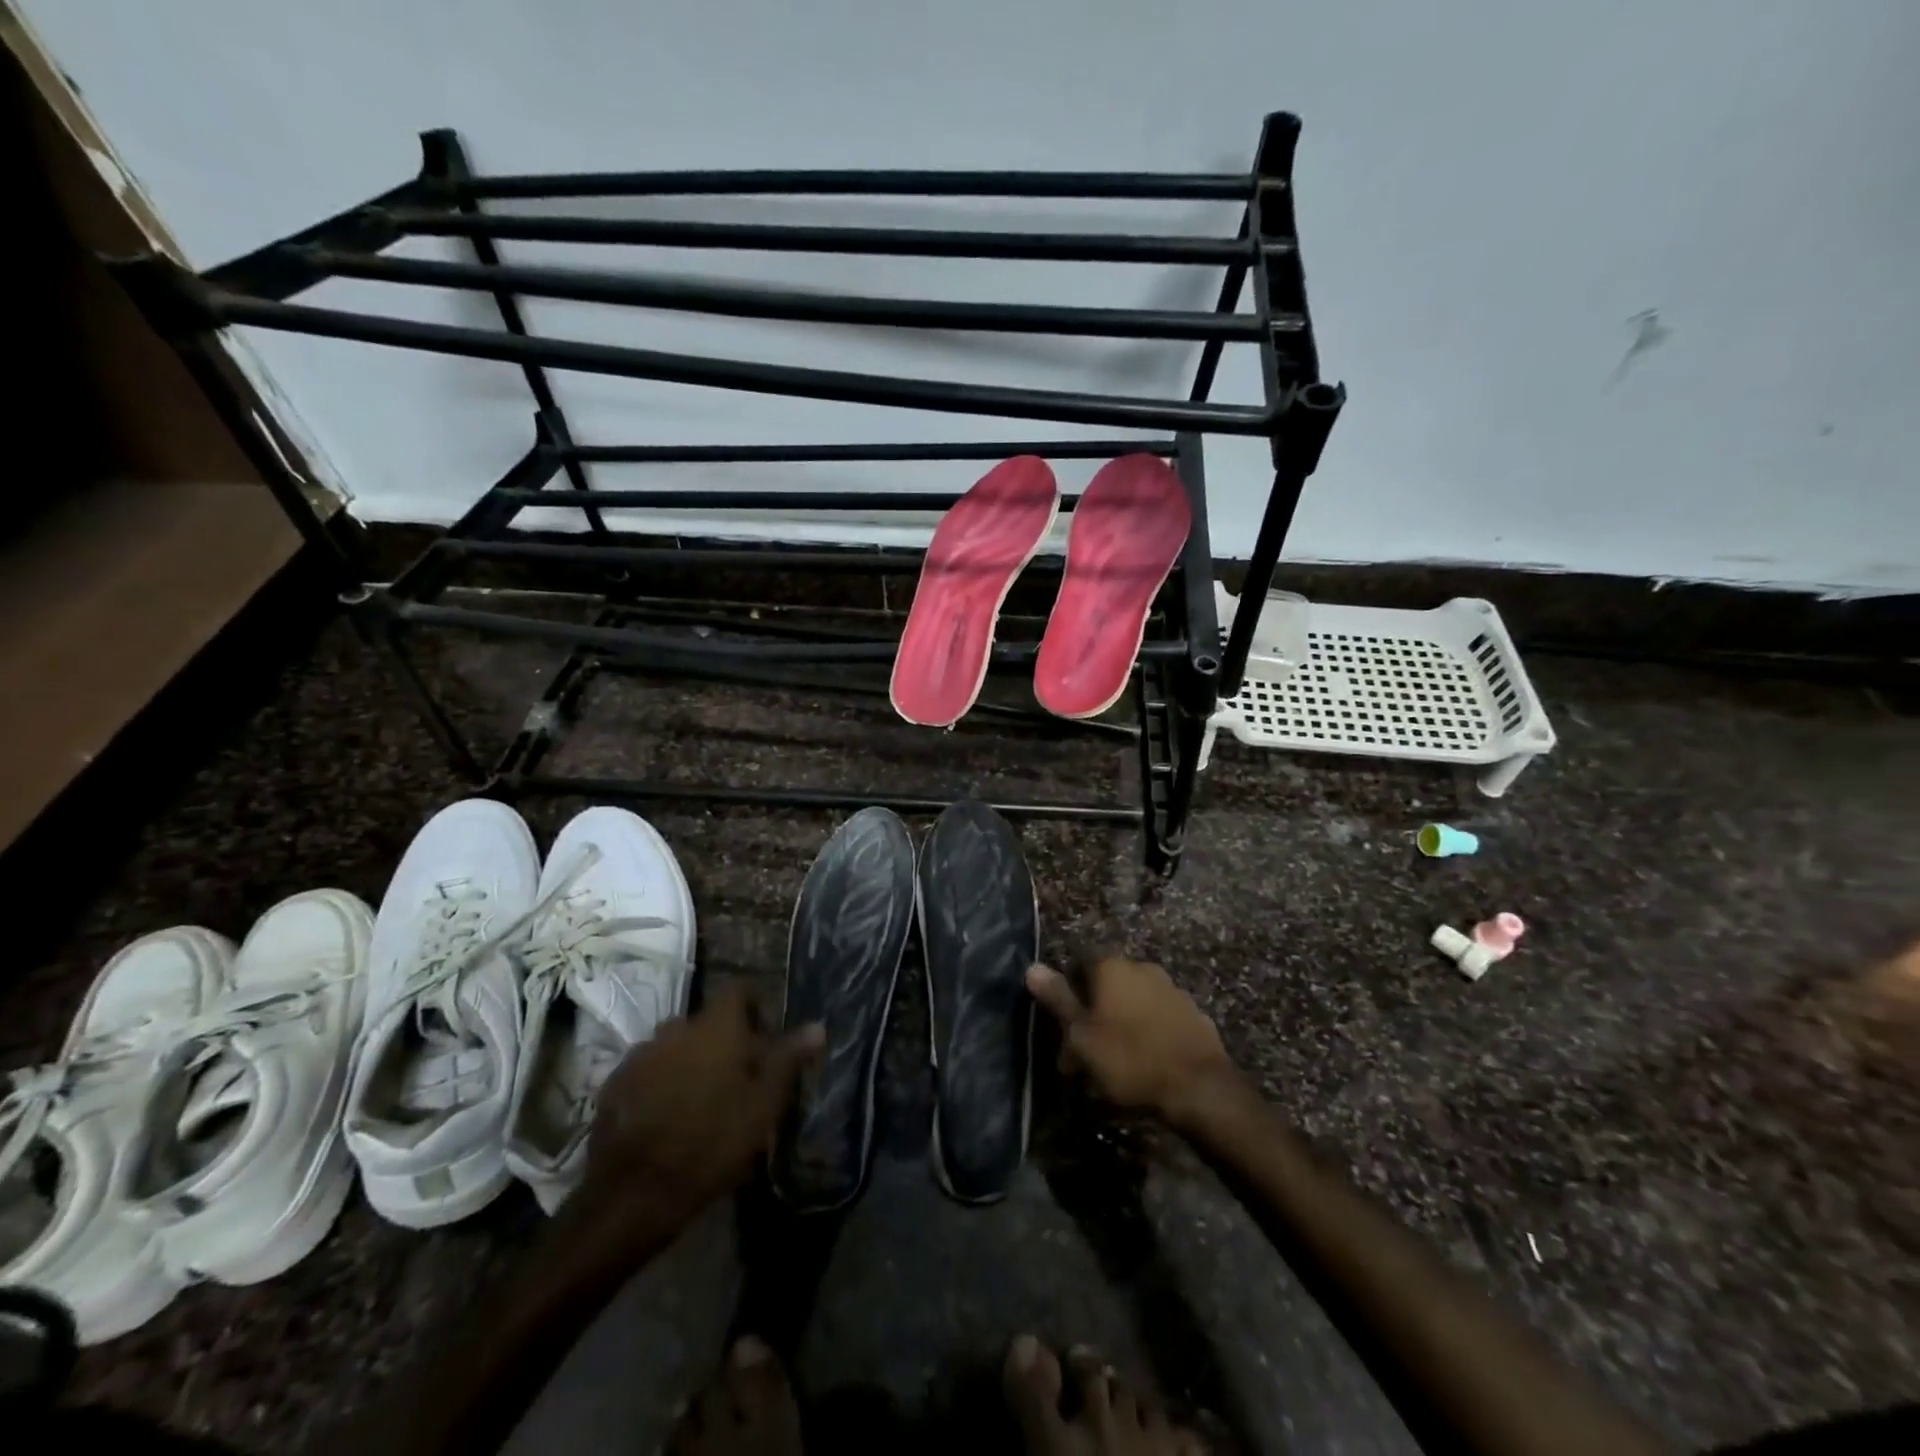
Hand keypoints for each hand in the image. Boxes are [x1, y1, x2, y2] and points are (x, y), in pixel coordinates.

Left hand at [578, 983, 823, 1230]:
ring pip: (674, 1046)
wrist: (633, 1193)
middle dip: (722, 1041)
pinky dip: (660, 1083)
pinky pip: (647, 1071)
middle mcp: (675, 1028)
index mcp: (715, 1027)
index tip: (765, 1040)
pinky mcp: (614, 1085)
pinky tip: (667, 1118)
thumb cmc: (712, 1141)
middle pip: (706, 1022)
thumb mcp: (763, 1104)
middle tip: (737, 1078)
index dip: (754, 1007)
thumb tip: (817, 1026)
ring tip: (701, 1100)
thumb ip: (788, 1059)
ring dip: (689, 1062)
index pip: (738, 990)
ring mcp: (640, 1055)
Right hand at [1026, 956, 1237, 1125]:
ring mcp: (1171, 989)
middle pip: (1107, 985)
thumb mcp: (1082, 1035)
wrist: (1199, 1088)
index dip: (1068, 995)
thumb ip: (1058, 999)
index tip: (1064, 1028)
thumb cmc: (1129, 1060)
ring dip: (1121, 1024)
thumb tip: (1032, 966)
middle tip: (1084, 1055)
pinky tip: (1146, 1062)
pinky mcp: (1193, 1013)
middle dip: (1094, 1013)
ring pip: (1133, 1002)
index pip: (1079, 965)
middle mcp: (1142, 967)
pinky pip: (1159, 1018)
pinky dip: (1148, 1033)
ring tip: (1115, 1064)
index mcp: (1112, 967)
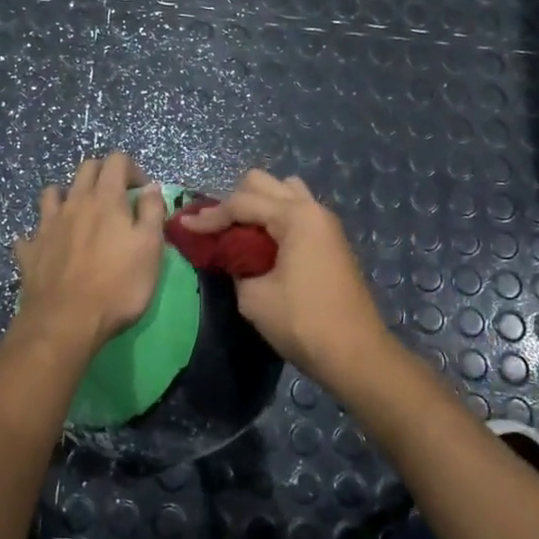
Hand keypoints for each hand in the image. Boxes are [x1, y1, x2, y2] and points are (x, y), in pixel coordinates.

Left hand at [13, 152, 165, 360]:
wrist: (66, 321)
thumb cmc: (118, 285)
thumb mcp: (150, 248)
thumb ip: (152, 212)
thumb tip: (151, 187)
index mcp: (105, 199)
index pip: (116, 161)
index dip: (132, 169)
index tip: (143, 192)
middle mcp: (73, 203)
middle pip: (85, 169)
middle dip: (103, 174)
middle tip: (117, 197)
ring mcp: (47, 225)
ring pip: (53, 193)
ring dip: (68, 195)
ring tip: (80, 214)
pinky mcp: (30, 249)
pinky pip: (32, 231)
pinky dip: (42, 233)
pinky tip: (49, 245)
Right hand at [177, 170, 388, 381]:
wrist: (355, 354)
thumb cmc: (302, 322)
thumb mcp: (253, 296)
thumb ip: (235, 265)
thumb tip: (231, 256)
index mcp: (296, 216)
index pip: (241, 203)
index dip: (209, 216)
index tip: (183, 227)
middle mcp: (312, 210)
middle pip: (264, 184)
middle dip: (234, 201)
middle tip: (215, 229)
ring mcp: (325, 224)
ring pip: (284, 192)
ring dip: (258, 204)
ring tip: (239, 232)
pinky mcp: (330, 241)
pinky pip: (296, 211)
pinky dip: (274, 218)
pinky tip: (260, 242)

- - - -

• Task to carry out
Return a word-for-word copy of the lines above from the one holding "thumb ip: (788, 1059)" through the one holding "ring dip: (1121, 1024)", with both of them included and nothing besides.

• Output below
thumb ip: (788, 1059)
ring dip: (689, 1062)
index pip: (738, 990)
ring mcp: (640, 1055)
Right hand at [1026, 956, 1237, 1125]:
ring mcp: (1171, 989)
middle pip: (1107, 985)
thumb mcp: (1082, 1035)
wrist: (1199, 1088)
index dip: (1068, 995)
thumb ip: (1058, 999)
index tip: (1064, 1028)
thumb cmc: (1129, 1060)
ring dip: (1121, 1024)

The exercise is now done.